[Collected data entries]
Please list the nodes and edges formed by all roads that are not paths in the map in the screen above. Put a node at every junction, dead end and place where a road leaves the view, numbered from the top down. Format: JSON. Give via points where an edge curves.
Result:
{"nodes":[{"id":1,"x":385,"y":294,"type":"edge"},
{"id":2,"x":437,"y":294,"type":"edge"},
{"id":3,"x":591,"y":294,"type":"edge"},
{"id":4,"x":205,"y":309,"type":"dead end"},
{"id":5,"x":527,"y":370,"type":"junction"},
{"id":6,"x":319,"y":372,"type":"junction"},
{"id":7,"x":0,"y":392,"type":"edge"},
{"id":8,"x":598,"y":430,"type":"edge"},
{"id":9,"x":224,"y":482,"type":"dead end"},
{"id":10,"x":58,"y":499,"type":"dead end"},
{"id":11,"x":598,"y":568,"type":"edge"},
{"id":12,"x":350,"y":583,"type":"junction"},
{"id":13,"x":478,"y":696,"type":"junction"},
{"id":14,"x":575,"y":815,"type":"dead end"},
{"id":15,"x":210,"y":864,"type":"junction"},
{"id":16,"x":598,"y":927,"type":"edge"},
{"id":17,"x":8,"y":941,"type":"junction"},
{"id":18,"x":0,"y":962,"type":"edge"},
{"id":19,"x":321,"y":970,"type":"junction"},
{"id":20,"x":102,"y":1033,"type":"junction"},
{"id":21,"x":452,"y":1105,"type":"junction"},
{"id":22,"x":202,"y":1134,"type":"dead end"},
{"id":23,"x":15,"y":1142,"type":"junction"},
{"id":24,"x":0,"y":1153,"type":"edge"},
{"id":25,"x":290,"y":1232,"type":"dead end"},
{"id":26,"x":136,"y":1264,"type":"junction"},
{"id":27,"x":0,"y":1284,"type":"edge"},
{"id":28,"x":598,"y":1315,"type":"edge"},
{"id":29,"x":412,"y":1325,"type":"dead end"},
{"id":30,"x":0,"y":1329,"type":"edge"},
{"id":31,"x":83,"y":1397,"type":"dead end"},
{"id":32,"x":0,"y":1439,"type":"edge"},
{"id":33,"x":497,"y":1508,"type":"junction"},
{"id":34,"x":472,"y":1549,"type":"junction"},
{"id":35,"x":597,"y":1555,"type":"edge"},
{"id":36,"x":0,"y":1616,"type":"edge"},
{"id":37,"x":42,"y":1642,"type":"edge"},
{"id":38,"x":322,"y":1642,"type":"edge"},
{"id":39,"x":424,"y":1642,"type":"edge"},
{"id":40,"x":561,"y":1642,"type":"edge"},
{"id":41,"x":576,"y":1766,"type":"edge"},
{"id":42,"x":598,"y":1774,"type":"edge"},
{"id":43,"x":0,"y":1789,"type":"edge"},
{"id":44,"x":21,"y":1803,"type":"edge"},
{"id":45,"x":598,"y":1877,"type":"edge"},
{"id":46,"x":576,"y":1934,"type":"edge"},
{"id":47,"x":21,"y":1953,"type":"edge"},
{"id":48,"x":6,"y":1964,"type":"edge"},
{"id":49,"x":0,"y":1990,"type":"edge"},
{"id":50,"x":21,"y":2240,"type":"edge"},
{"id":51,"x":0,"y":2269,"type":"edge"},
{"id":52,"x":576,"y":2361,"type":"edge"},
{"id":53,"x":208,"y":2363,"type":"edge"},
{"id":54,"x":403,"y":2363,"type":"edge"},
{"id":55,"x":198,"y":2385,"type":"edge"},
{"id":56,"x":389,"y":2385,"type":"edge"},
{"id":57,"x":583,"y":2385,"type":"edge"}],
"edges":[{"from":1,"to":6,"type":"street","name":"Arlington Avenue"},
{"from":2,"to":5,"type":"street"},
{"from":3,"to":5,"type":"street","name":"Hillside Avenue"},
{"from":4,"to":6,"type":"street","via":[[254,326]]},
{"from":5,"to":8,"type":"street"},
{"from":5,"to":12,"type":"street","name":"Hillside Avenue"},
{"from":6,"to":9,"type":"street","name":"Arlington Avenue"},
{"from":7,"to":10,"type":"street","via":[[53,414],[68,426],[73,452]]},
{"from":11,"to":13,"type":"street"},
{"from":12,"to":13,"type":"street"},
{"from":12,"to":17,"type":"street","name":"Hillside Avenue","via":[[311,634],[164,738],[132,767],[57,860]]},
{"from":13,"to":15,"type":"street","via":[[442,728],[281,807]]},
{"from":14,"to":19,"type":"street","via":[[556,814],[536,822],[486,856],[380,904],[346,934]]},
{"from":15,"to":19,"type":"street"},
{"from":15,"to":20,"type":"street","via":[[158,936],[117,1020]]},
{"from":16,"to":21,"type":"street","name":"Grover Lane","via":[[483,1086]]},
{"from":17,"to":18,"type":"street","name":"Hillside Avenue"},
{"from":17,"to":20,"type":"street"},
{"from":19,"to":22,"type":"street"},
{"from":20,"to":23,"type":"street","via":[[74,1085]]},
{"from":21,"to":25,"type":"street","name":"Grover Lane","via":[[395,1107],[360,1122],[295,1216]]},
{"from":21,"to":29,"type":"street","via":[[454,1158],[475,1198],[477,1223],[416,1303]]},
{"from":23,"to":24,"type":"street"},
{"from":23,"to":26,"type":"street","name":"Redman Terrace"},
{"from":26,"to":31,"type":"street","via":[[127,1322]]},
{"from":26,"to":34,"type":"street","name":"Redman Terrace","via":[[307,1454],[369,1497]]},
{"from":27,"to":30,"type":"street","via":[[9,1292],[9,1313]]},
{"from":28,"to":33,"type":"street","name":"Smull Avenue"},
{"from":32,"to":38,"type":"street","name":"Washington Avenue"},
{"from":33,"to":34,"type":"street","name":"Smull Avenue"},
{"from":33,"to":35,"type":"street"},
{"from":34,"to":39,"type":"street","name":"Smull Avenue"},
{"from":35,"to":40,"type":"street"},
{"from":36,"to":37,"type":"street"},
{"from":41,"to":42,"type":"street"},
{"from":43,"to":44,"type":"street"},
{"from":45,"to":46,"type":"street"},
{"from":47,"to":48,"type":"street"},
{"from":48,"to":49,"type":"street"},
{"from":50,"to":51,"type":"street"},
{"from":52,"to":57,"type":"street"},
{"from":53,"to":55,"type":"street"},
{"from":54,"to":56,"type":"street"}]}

▸ **Problem to solve**
Could you copy every line from the records that mentions the word "Smull"?

▸ **Task output**
{"from":28,"to":33,"type":"street","name":"Smull Avenue"},
{"from":33,"to":34,"type":"street","name":"Smull Avenue"},
{"from":34,"to":39,"type":"street","name":"Smull Avenue"},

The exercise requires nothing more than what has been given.